◆ GOAL OF THE EXERCISE ◆
Copy the following data exactly and drop the pictures.
START RECORD EXTRACTS
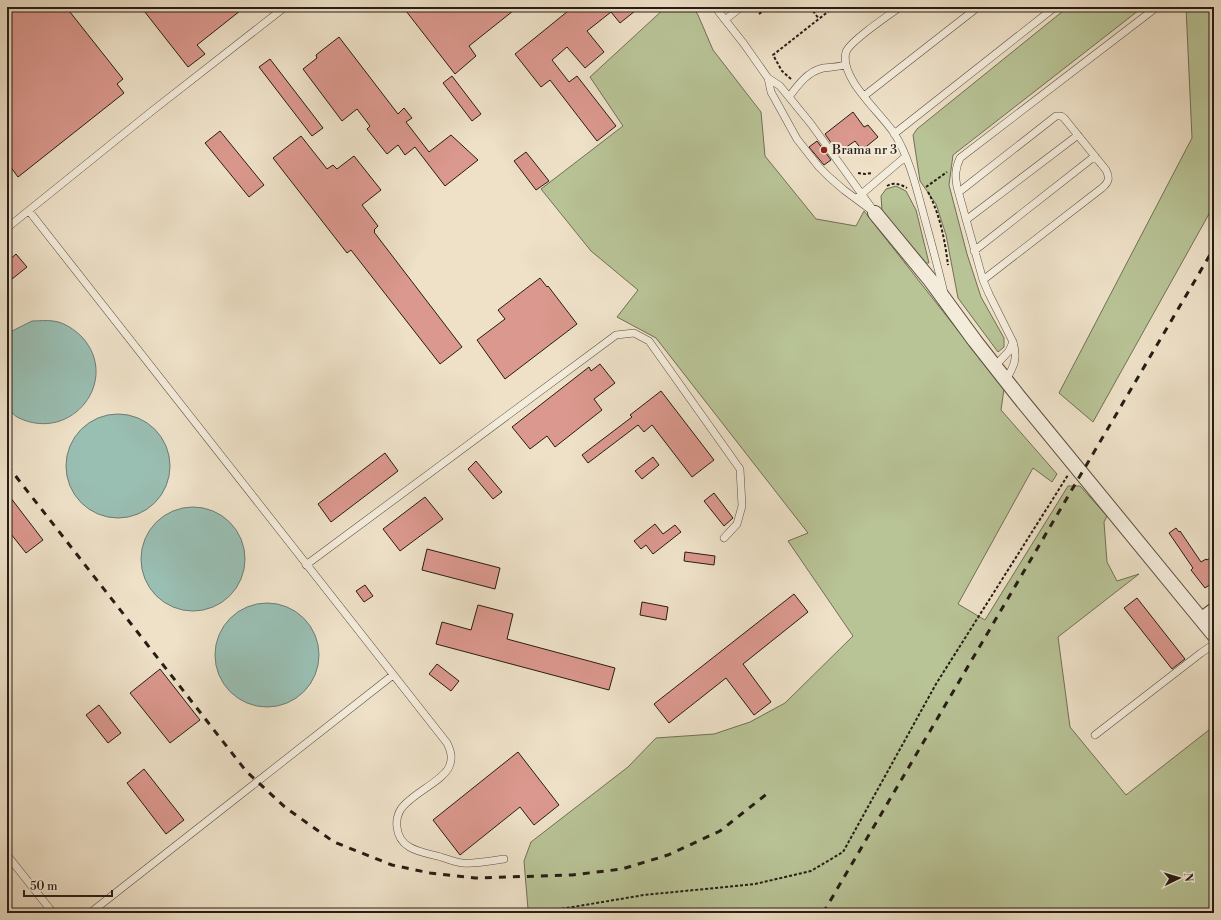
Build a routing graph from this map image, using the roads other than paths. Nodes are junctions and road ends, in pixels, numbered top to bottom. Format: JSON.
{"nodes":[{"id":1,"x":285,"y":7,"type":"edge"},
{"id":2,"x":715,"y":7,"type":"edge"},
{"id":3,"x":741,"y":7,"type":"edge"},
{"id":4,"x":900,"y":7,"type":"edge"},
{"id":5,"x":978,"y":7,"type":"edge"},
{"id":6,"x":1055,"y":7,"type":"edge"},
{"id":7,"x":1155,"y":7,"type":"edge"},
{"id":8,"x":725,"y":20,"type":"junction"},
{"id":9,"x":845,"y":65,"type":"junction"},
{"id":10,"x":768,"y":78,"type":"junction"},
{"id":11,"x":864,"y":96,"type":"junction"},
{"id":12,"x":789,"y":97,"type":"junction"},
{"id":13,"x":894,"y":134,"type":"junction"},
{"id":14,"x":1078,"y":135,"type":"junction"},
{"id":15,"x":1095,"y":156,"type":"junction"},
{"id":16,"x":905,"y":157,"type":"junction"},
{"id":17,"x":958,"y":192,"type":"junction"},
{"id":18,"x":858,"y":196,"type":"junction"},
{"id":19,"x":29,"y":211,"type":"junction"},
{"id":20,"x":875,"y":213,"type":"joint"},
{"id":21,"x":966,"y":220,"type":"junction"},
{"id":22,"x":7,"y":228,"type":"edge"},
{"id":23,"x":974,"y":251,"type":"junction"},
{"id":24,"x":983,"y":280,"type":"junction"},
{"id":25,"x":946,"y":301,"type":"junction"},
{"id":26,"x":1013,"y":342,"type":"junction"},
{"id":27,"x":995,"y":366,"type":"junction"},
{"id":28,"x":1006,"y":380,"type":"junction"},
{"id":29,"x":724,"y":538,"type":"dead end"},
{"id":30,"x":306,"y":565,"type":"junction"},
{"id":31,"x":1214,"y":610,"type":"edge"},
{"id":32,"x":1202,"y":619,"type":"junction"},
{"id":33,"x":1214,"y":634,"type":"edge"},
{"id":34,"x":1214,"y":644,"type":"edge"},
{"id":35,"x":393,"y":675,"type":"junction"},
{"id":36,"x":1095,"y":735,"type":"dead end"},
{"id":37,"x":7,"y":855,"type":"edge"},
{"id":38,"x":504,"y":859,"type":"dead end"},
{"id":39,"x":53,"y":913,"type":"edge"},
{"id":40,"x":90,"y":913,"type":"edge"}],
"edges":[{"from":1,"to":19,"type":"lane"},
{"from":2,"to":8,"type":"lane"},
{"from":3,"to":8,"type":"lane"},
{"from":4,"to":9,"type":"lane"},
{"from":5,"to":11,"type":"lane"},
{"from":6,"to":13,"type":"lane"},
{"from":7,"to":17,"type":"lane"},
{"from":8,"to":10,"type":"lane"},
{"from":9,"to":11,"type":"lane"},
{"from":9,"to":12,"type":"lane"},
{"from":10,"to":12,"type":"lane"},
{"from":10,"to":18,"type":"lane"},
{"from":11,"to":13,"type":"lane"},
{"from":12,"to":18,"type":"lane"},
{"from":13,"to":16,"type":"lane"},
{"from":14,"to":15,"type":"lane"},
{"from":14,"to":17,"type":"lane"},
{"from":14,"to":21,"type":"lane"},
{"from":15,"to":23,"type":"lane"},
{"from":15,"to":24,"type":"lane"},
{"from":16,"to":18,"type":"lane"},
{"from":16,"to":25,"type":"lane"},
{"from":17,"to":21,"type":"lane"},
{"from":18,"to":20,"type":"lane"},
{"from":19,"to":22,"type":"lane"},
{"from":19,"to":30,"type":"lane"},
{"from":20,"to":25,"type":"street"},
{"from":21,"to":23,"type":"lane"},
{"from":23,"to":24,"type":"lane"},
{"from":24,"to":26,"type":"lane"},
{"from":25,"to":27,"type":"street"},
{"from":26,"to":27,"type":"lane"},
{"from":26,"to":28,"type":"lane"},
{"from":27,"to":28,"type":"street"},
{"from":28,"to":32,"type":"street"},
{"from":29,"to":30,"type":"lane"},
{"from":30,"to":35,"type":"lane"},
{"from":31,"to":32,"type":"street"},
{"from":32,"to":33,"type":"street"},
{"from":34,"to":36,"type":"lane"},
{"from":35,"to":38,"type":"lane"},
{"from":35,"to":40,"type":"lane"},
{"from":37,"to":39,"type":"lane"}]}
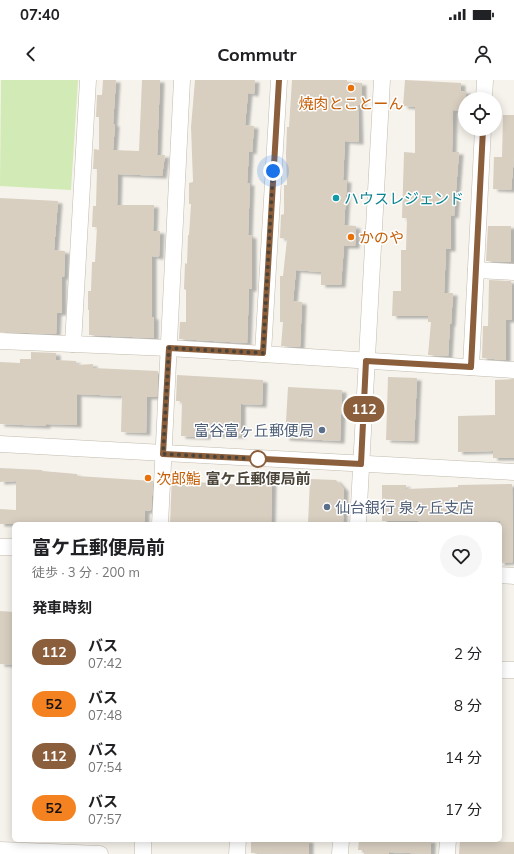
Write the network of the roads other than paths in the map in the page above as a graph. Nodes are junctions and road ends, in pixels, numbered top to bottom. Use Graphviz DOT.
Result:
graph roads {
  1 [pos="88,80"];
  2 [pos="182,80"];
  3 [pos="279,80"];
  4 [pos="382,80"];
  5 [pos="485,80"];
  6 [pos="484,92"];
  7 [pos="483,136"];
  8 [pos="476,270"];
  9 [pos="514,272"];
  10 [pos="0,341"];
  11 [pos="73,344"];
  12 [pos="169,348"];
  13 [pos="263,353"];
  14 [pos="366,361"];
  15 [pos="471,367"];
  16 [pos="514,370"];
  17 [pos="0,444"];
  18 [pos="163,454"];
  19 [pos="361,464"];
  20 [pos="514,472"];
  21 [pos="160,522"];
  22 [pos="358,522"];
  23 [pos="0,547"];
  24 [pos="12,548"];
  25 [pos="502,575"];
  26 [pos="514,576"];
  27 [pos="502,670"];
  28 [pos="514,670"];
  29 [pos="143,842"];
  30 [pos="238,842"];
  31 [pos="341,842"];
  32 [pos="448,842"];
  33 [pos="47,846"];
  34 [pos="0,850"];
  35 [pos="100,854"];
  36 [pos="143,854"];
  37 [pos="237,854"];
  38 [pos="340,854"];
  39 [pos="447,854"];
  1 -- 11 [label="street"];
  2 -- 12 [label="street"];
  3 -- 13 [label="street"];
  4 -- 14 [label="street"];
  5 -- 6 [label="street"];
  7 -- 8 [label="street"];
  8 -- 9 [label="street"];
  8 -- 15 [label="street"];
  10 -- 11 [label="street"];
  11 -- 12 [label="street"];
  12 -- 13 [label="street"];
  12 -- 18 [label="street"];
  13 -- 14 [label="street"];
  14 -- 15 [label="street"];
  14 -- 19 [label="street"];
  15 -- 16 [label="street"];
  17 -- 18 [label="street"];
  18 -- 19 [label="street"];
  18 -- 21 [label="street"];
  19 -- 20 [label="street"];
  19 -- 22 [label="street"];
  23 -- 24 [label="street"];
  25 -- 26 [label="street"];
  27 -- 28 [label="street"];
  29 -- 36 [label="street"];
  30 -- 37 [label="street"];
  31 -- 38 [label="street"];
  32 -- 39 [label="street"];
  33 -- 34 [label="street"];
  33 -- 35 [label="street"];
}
END RECORD EXTRACTS
◆ RESPONSE TO THIS TASK ◆
Build a routing graph from this map image, using the roads other than paths. Nodes are junctions and road ends, in pixels, numbered top to bottom. Format: JSON.
{"nodes":[{"id":1,"x":285,"y":7,"type":"edge"},
{"id":2,"x":715,"y":7,"type":"edge"},
{"id":3,"x":741,"y":7,"type":"edge"},
{"id":4,"x":900,"y":7,"type":"edge"},
{"id":5,"x":978,"y":7,"type":"edge"},
{"id":6,"x":1055,"y":7,"type":"edge"},
{"id":7,"x":1155,"y":7,"type":"edge"},
{"id":8,"x":725,"y":20,"type":"junction"},
{"id":9,"x":845,"y":65,"type":"junction"},
{"id":10,"x":768,"y":78,"type":"junction"},
{"id":11,"x":864,"y":96,"type":"junction"},
{"id":12,"x":789,"y":97,"type":"junction"},
{"id":13,"x":894,"y":134,"type":"junction"},
{"id":14,"x":1078,"y":135,"type":"junction"},
{"id":15,"x":1095,"y":156,"type":"junction"},
{"id":16,"x":905,"y":157,"type":"junction"},
{"id":17,"x":958,"y":192,"type":"junction"},
{"id":18,"x":858,"y":196,"type":"junction"},
{"id":19,"x":29,"y":211,"type":"junction"},
{"id":20,"x":875,"y":213,"type":"joint"},
{"id":21,"x":966,"y":220,"type":"junction"},
{"id":22,"x":7,"y":228,"type":"edge"},
{"id":23,"x":974,"y":251,"type":"junction"},
{"id":24,"x":983,"y":280,"type":"junction"},
{"id":25,"x":946,"y":301,"type":"junction"},
{"id":26,"x":1013,"y":342,"type":"junction"},
{"id":27,"x":995,"y":366,"type":"junction"},
{"id":28,"x":1006,"y":380,"type":"junction"},
{"id":29,"x":724,"y":538,"type":"dead end"},
{"id":30,"x":306,"y":565,"type":"junction"},
{"id":31,"x":1214,"y":610,"type":"edge"},
{"id":32,"x":1202,"y":619,"type":"junction"},
{"id":33,"x":1214,"y":634,"type":"edge"},
{"id":34,"x":1214,"y":644,"type":"edge"},
{"id":35,"x":393,"y":675,"type":"junction"},
{"id":36,"x":1095,"y":735,"type":"dead end"},
{"id":37,"x":7,"y":855,"type":"edge"},
{"id":38,"x":504,"y":859,"type":"dead end"},
{"id":39,"x":53,"y":913,"type":"edge"},
{"id":40,"x":90,"y":913,"type":"edge"}],
"edges":[{"from":1,"to":19,"type":"lane"},
{"from":2,"to":8,"type":"lane"},
{"from":3,"to":8,"type":"lane"},
{"from":4,"to":9,"type":"lane"},
{"from":5,"to":11,"type":"lane"},
{"from":6,"to":13,"type":"lane"},
{"from":7,"to":17,"type":"lane"},
{"from":8,"to":10,"type":"lane"},
{"from":9,"to":11,"type":"lane"},
{"from":9,"to":12,"type":"lane"},
{"from":10,"to":12,"type":"lane"},
{"from":10,"to":18,"type":"lane"},
{"from":11,"to":13,"type":"lane"},
{"from":12,"to":18,"type":"lane"},
{"from":13,"to":16,"type":"lane"},
{"from":14,"to":15,"type":"lane"},
{"from":14,"to":17,"type":"lane"},
{"from":14,"to":21,"type":"lane"},
{"from":15,"to":23,"type":"lane"},
{"from":15,"to":24,"type":"lane"},
{"from":16,"to":18,"type":"lane"},
{"from":16,"to":25,"type":"lane"},
{"from":17,"to":21,"type":"lane"},
{"from":18,"to":20,"type":"lane"},
{"from":19,"to":22,"type":"lane"},
{"from":19,"to":30,"type":"lane"},
{"from":20,"to":25,"type":"street"},
{"from":21,"to":23,"type":"lane"},
{"from":23,"to":24,"type":"lane"},
{"from":24,"to":26,"type":"lane"},
{"from":25,"to":27,"type":"street"},
{"from":26,"to":27,"type":"lane"},
{"from":26,"to":28,"type":"lane"},
{"from":27,"to":28,"type":"street"},
{"from":28,"to":32,"type":"street"},
{"from":29,"to":30,"type":"lane"},
{"from":30,"to":35,"type":"lane"},
{"from":31,"to":32,"type":"street"},
{"from":32,"to":33,"type":"street"},
{"from":34,"to":36,"type":"lane"},
{"from":35,"to":38,"type":"lane"},
{"from":35,"to":40,"type":"lane"},
{"from":37,"to":39,"type":"lane"}]}
Write the network of the roads other than paths in the map in the page above as a graph. Nodes are junctions and road ends, in pixels, numbered top to bottom. Use Graphviz DOT.
Result:
graph roads {
  1 [pos="88,80"];
  2 [pos="182,80"];
  3 [pos="279,80"];
  4 [pos="382,80"];
  5 [pos="485,80"];
  6 [pos="484,92"];
  7 [pos="483,136"];
  8 [pos="476,270"];
  9 [pos="514,272"];
  10 [pos="0,341"];
  11 [pos="73,344"];
  12 [pos="169,348"];
  13 [pos="263,353"];
  14 [pos="366,361"];
  15 [pos="471,367"];
  16 [pos="514,370"];
  17 [pos="0,444"];
  18 [pos="163,454"];
  19 [pos="361,464"];
  20 [pos="514,472"];
  21 [pos="160,522"];
  22 [pos="358,522"];
  23 [pos="0,547"];
  24 [pos="12,548"];
  25 [pos="502,575"];
  26 [pos="514,576"];
  27 [pos="502,670"];
  28 [pos="514,670"];
  29 [pos="143,842"];
  30 [pos="238,842"];
  31 [pos="341,842"];
  32 [pos="448,842"];
  33 [pos="47,846"];
  34 [pos="0,850"];
  35 [pos="100,854"];
  36 [pos="143,854"];
  37 [pos="237,854"];
  38 [pos="340,854"];
  39 [pos="447,854"];
  1 -- 11 [label="street"];
  2 -- 12 [label="street"];
  3 -- 13 [label="street"];
  4 -- 14 [label="street"];
  5 -- 6 [label="street"];
  7 -- 8 [label="street"];
  8 -- 9 [label="street"];
  8 -- 15 [label="street"];
  10 -- 11 [label="street"];
  11 -- 12 [label="street"];
  12 -- 13 [label="street"];
  12 -- 18 [label="street"];
  13 -- 14 [label="street"];
  14 -- 15 [label="street"];
  14 -- 19 [label="street"];
  15 -- 16 [label="street"];
  17 -- 18 [label="street"];
  18 -- 19 [label="street"];
  18 -- 21 [label="street"];
  19 -- 20 [label="street"];
  19 -- 22 [label="street"];
  23 -- 24 [label="street"];
  25 -- 26 [label="street"];
  27 -- 28 [label="street"];
  29 -- 36 [label="street"];
  30 -- 37 [label="street"];
  31 -- 38 [label="street"];
  32 -- 39 [label="street"];
  33 -- 34 [label="street"];
  33 -- 35 [label="street"];
}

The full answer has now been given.